Osaka Metro Uji Gerbang Tiket Otomatis dengan Sistem Pengenalan Wajah

0
Seorang staf mencoba gerbang tiket otomatis pengenalan wajah (mainichi.jp)

Osaka Metro Company pada awal Desember 2019 lalu mulai menguji gerbang tiket otomatis generasi berikutnya. Di mana gerbang otomatis tersebut akan menampilkan wajah penumpang sehingga memungkinkan mereka untuk melewati tanpa perlu membawa tiket kereta lagi.
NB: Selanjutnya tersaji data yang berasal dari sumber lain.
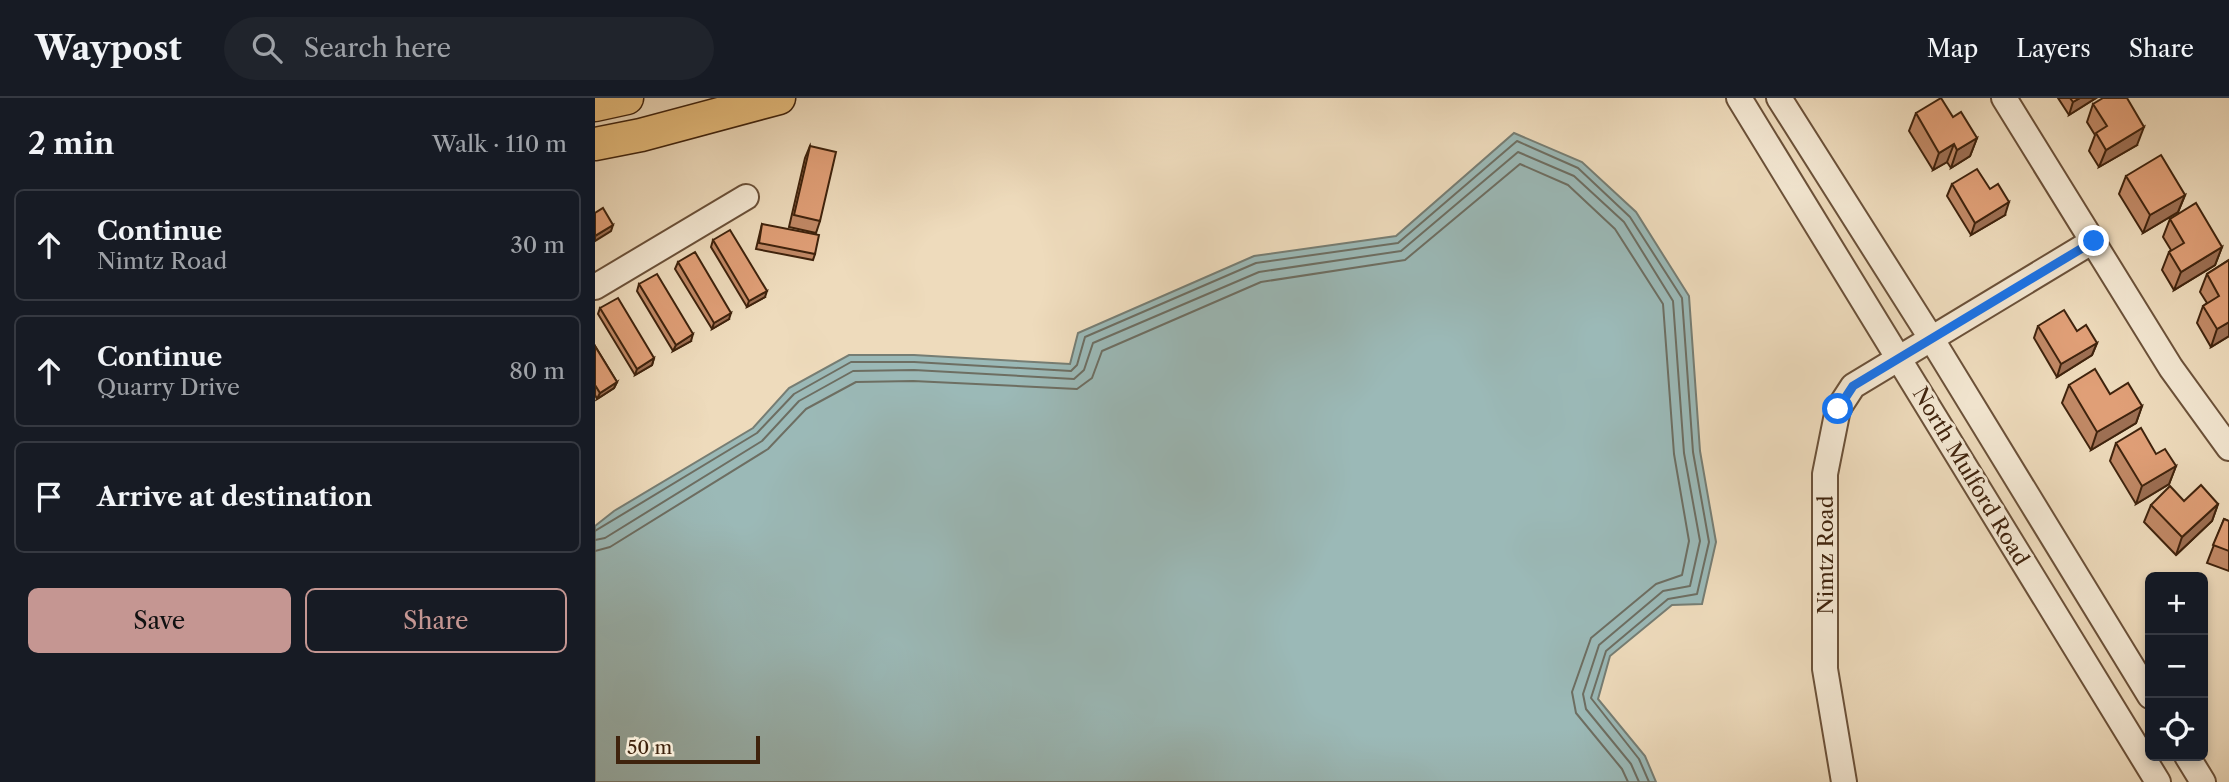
<!DOCTYPE html>
<meta charset="utf-8">
<style>
:root{--surface:#171b24;--page:#20242c;--text:#f1f3f6;--muted:#9ea1a6;--line:#363941;--accent:#c59692}
body{margin:0;font-family:"Libre Caslon Text",serif;background:var(--page);color:var(--text)}
.controls{position:absolute;right:21px;bottom:21px;display:grid;overflow:hidden;border-radius:10px;box-shadow:0 4px 10px #0003}
.controls button{width:63px;height:63px;display:grid;place-items:center;padding:0;border:0;border-bottom:2px solid var(--line);background:var(--surface);color:var(--text);font:35px sans-serif}
.scale{position:absolute;left:21px;bottom:18px;width:144px;box-sizing:border-box;padding-left:7px;border:4px solid #3f230d;border-top:0;font-size:19px;line-height:24px;white-space:nowrap;color:#3f230d;-webkit-text-stroke:5px #f4e8d3;paint-order:stroke}
.stop{position:absolute;width:21px;height:21px;margin:-16px;border:5px solid #1a73e8;border-radius:50%;background:#fff}
.stop.end{background:#1a73e8;border-color:#fff;box-shadow:0 2px 7px #0008}
.list{margin:0;padding:0;list-style:none}
h2{display:flex;justify-content:space-between;align-items:center;height:91px;margin:0;padding:0 28px;font-size:30px}
h2 small{font-size:23px;font-weight:400;color:var(--muted)}
.list li{display:grid;grid-template-columns:46px 1fr auto;gap:21px;align-items:center;box-sizing:border-box;height:112px;margin:0 14px 14px;padding:0 14px;border:2px solid var(--line);border-radius:10px}
.list b{display:block;font-size:26px;white-space:nowrap}
.list p{margin:0;font-size:23px;white-space:nowrap;color:var(--muted)}
.list em{font-size:23px;font-style:normal;color:var(--muted)}
.actions{display:flex;gap:14px;padding:21px 28px}
.actions a{flex:1;padding:16px 0;border:2px solid var(--accent);border-radius:10px;text-align:center;font-size:24px;color:var(--accent)}
.actions .main{background:var(--accent);color:#111}
.icon{flex:none;width:38px;height:38px;fill:none;stroke:currentColor;stroke-width:2;stroke-linecap:round;stroke-linejoin:round}
.map{position:relative;flex:none;width:1634px;height:684px;overflow:hidden}
header{display:flex;align-items:center;gap:42px;box-sizing:border-box;height:98px;padding:0 35px;background:var(--surface);border-bottom:2px solid var(--line)}
header strong{font-size:33px}
nav{display:flex;gap:38px;margin-inline-start:auto;font-size:24px}
.search{width:490px;height:63px;background:var(--page);display:flex;align-items:center;gap:18px;box-sizing:border-box;padding:0 24px;border-radius:38px;color:var(--muted);font-size:26px}
main{display:flex}
aside{flex:1;background:var(--surface)}
.map>svg:first-child{display:block}
</style>
<header>
<strong>Waypost</strong>
<div class="search"><svg class="icon" aria-label="search" viewBox="0 0 24 24"><circle cx="10" cy="10" r="6"/><path d="M15 15l6 6"/></svg>Search here</div>
<nav><a>Map</a><a>Layers</a><a>Share</a></nav>
</header>
<main>
<aside>
<h2>2 min<small>Walk · 110 m</small></h2>
<ul class="list">
<li><svg class="icon" aria-label="ahead" viewBox="0 0 24 24"><path d="M12 20V5M6 11l6-6 6 6"/></svg><div><b>Continue</b><p>Nimtz Road</p></div><em>30 m</em></li>
<li><svg class="icon" aria-label="ahead" viewBox="0 0 24 24"><path d="M12 20V5M6 11l6-6 6 6"/></svg><div><b>Continue</b><p>Quarry Drive</p></div><em>80 m</em></li>
<li><svg class="icon" aria-label="arrive" viewBox="0 0 24 24"><path d="M6 21V4h12l-3 4 3 4H6"/></svg><div><b>Arrive at destination</b></div></li>
</ul>
<div class="actions"><a class="main">Save</a><a>Share</a></div>
</aside>
<div class="map">
<svg width="1634" height="684" viewBox="0 0 1634 684">
<rect width="100%" height="100%" fill="#eedbbc"/>
<filter id="stains"><feTurbulence type="fractalNoise" baseFrequency=".00286" numOctaves="4"/><feColorMatrix values="0 0 0 0 .2 0 0 0 0 .09 0 0 0 0 .02 0 0 0 .5 -.17"/></filter>
<radialGradient id="worn" r=".72"><stop offset=".6" stop-color="#630" stop-opacity="0"/><stop offset="1" stop-color="#630" stop-opacity=".3"/></radialGradient>
<polygon fill="#9bb9b7" stroke="#767d73" stroke-width="2" points="919,35 987,64 1041,114 1094,198 1105,353 1121,444 1107,506 1077,507 1015,558 1003,601 1050,658 1061,684 0,684 0,428 19,413 158,330 194,290 254,257 319,257 475,266 483,235 659,158 801,138"/>
<g fill="none" stroke-linecap="round" stroke-linejoin="round">
<g stroke="#6d6e62" stroke-width="2">
<polyline points="0,433 162,335 199,296 256,264 319,264 476,273 482,267 490,239 661,165 803,145 922,43 983,70 1035,119 1087,200 1098,354 1114,444 1102,496 1073,501 1011,553 996,600 1044,661 1054,684"/>
<polyline points="0,442 10,440 167,343 204,303 258,273 319,272 479,281 489,272 498,245 664,174 806,153 923,54 979,78 1029,124 1078,203 1089,355 1105,443 1095,488 1068,493 1004,547 988,596 991,611 1036,666 1044,684"/>
<polyline points="0,453 15,449 173,351 211,311 261,284 318,283 482,291 497,280 507,253 666,184 810,162 925,66 973,87 1020,131 1068,206 1079,356 1094,443 1087,477 1061,486 996,540 977,594 981,615 1027,671 1033,684"/>
</g>
<defs>
<g id="minor">
<polyline points="1144,0 1563,684"/>
<polyline points="1184,0 1336,240 1555,598"/>
<polyline points="1409,0 1576,270 1634,350"/>
<polyline points="0,189 151,99"/>
<polyline points="1592,658 1608,684"/>
<polyline points="1249,684 1230,571 1230,376 1243,311 1258,288 1498,143"/>
</g>
<g id="major">
<polyline points="0,7 32,0"/>
<polyline points="0,46 46,37 184,0"/>
</g>
</defs>
<use href="#minor" stroke="#6b5139" stroke-width="28"/>
<use href="#major" stroke="#3f230d" stroke-width="35"/>
<use href="#minor" stroke="#f4e8d3" stroke-width="24"/>
<use href="#major" stroke="#e7be7e" stroke-width="32"/>
</g>
<g fill="#c18966" stroke="#3f230d" stroke-width="2">
<polygon points="1463,0 1501,0 1474,17"/>
<polygon points="1498,6 1542,47 1504,69 1494,53 1500,37 1492,24"/>
<polygon points="1321,15 1358,19 1382,40 1375,58 1356,70 1352,64 1338,72 1314,33"/>
<polygon points="215,48 225,123 221,135 194,129 210,60"/>
<polygon points="1531,78 1590,97 1583,114 1548,135 1524,96"/>
<polygon points="1357,86 1410,117 1376,137 1352,98"/>
<polygon points="1575,121 1627,149 1620,167 1579,192 1567,172 1574,154 1576,152 1568,139"/>
<polygon points="167,126 220,156 218,162 161,151"/>
<polygon points="118,142 170,199 152,209 116,149"/>
<polygon points="1634,162 1634,238 1616,249 1602,225 1608,208 1612,205 1605,194 1612,176"/>
<polygon points="83,164 134,221 117,231 80,171"/>
<polygon points="44,186 96,243 78,253 42,193"/>
<polygon points="5,210 59,260 57,267 40,277 3,216"/>
<polygon points="1443,228 1482,233 1502,245 1497,257 1462,279 1439,240"/>
<polygon points="0,248 22,284 19,290 2,301 0,297"/>
<polygon points="1474,287 1515,296 1547,308 1541,325 1496,352 1467,305"/>
<polygon points="1521,345 1561,356 1581,368 1574,386 1541,406 1515,363"/>
<polygon points="1589,403 1623,406 1617,423 1581,457 1549,424 1556,407"/>
<polygon points="1629,421 1634,423 1634,473 1612,465"/>
</g>
<g fill="#9d6f53" stroke="#3f230d" stroke-width="2">
<polygon points="1485,0 1501,0 1474,17 1478,4"/>
<polygon points="1549,29 1542,47 1504,69 1511,52"/>
<polygon points="1382,40 1375,58 1356,70 1362,52"/>
<polygon points="1359,46 1352,64 1338,72 1344,55"/>
<polygon points="1590,97 1583,114 1548,135 1555,117"/>
<polygon points="1414,104 1410,117 1376,137 1380,125"/>
<polygon points="18,127 16,133 0,143 0,138"/>
<polygon points="1627,149 1620,167 1579,192 1586,174"/>
<polygon points="172,193 170,199 152,209 154,203"/>
<polygon points="136,215 134,221 117,231 119,225"/>
<polygon points="1634,224 1634,238 1616,249 1622,231"/>
<polygon points="98,236 96,243 78,253 81,247"/>
<polygon points="1502,245 1497,257 1462,279 1466,266"/>
<polygon points="59,260 57,267 40,277 42,271"/>
<polygon points="22,284 19,290 2,301 5,295"/>
<polygon points="1547,308 1541,325 1496,352 1502,334"/>
<polygon points="1581,368 1574,386 1541,406 1547,388"/>
<polygon points="1623,406 1617,423 1581,457 1587,439"/>
</g>
<g fill="#e09f77" stroke="#3f230d" stroke-width="2">
<polygon points="1346,0 1358,19 1366,14 1382,40 1362,52 1359,46 1344,55 1321,15"/>
<polygon points="1475,0 1485,0 1478,4"/>
<polygon points="1508,0 1532,0 1549,29 1511,52 1501,35 1512,28 1498,6"/>
<polygon points="215,48 241,54 225,123 199,117"/>
<polygon points="1566,57 1590,97 1555,117 1531,78"/>
<polygon points="1382,71 1395,91 1403,86 1414,104 1380,125 1357,86"/>
<polygon points="1601,105 1627,149 1586,174 1574,154 1589,145 1575,121"/>
<polygon points="8,110 18,127 0,138 0,115"/>
<polygon points="167,126 224,137 220,156 164,145"/>
<polygon points="135,132 172,193 154,203 118,142"/>
<polygon points="100,154 136,215 119,225 83,164"/>
<polygon points="1634,162 1634,224 1622,231 1608,208 1624,198 1612,176"/>
<polygon points="62,176 98,236 81,247 44,186"/>
<polygon points="23,200 59,260 42,271 5,210"/>
<polygon points="1469,212 1482,233 1491,227 1502,245 1466,266 1443,228"/>
<polygon points="0,248 22,284 5,295 0,287"/>
<polygon points="1500,271 1515,296 1533,285 1547,308 1502,334 1474,287"/>
<polygon points="1546,330 1561,356 1570,351 1581,368 1547,388 1521,345"/>
<polygon points="1606,387 1623,406 1587,439 1556,407 1575,388 1589,403"/>
<polygon points="1629,421 1634,423 1634,453 1618,447"/>
</g>
<g fill="none" stroke-linecap="round" stroke-linejoin="round">
<polyline stroke="#1a73e8" stroke-width="9" points="1243,311 1258,288 1499,143"/>
</g>
<g text-anchor="middle" dominant-baseline="central" stroke-width="6" stroke-linejoin="round" paint-order="stroke">
<g font-size="21" fill="#3f230d" stroke="#f4e8d3">
<text transform="translate(1376 378) rotate(59)">North Mulford Road</text>
<text transform="translate(1230 457) rotate(-90)">Nimtz Road</text>
</g>
</g>
<rect width="100%" height="100%" filter="url(#stains)"/>
<rect width="100%" height="100%" fill="url(#worn)"/>
</svg>
<div class="controls">
<button>+</button>
<button>−</button>
<button><svg class="icon" aria-label="locate" viewBox="0 0 24 24"><circle cx="12" cy="12" r="6"/><path d="M12 2v4M12 18v4M2 12h4M18 12h4"/></svg></button>
</div>
<div class="scale">50 m</div>
<div class="stop" style="left:1243px;top:311px"></div>
<div class="stop end" style="left:1499px;top:143px"></div>
</div>
</main>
Baca juga: Gunakan Teknologi Pengenal Wajah, Taksi Jepang Hadirkan Iklan Sesuai Jenis Kelamin dan Usia Penumpang

Untuk pertama kali gerbang pengenalan otomatis di Jepang ini dihadirkan pada Stasiun Dome-mae Chiyozaki di jalur Nagahori Tsurumi-ryokuchi di Nishi Ward Osaka. KabarPenumpang.com melansir dari laman mainichi.jp (9/12/2019), Osaka Metro mengatakan, sistem ini akan memfoto wajah penumpang melalui kamera dan gambarnya dikirimkan ke server di kantor pusat.

Nantinya server pusat akan memeriksa gambar tersebut dan jika muka penumpang sudah didaftarkan pada operator bawah tanah maka gerbang akan terbuka dan penumpang akan bisa melewatinya. Pada awal uji ini, sebanyak 1200 karyawan Osaka Metro ikut ambil bagian.

Sehingga ketika seorang pegawai Osaka Metro yang data wajahnya telah didaftarkan sebelumnya mencoba melewati gerbang, sebuah kamera yang dipasang di fasilitas memeriksa wajah pekerja terhadap data sebelum pintu gerbang dibuka untuk membiarkan orang tersebut lewat.

“Orang-orang tua dan orang-orang dengan kereta dorong, misalnya, akan dapat melewati gerbang tanpa harus meletakkan apa pun. Kami ingin meningkatkan lingkungan stasiun dengan memperkenalkan teknologi baru,” kata seorang pejabat perusahaan.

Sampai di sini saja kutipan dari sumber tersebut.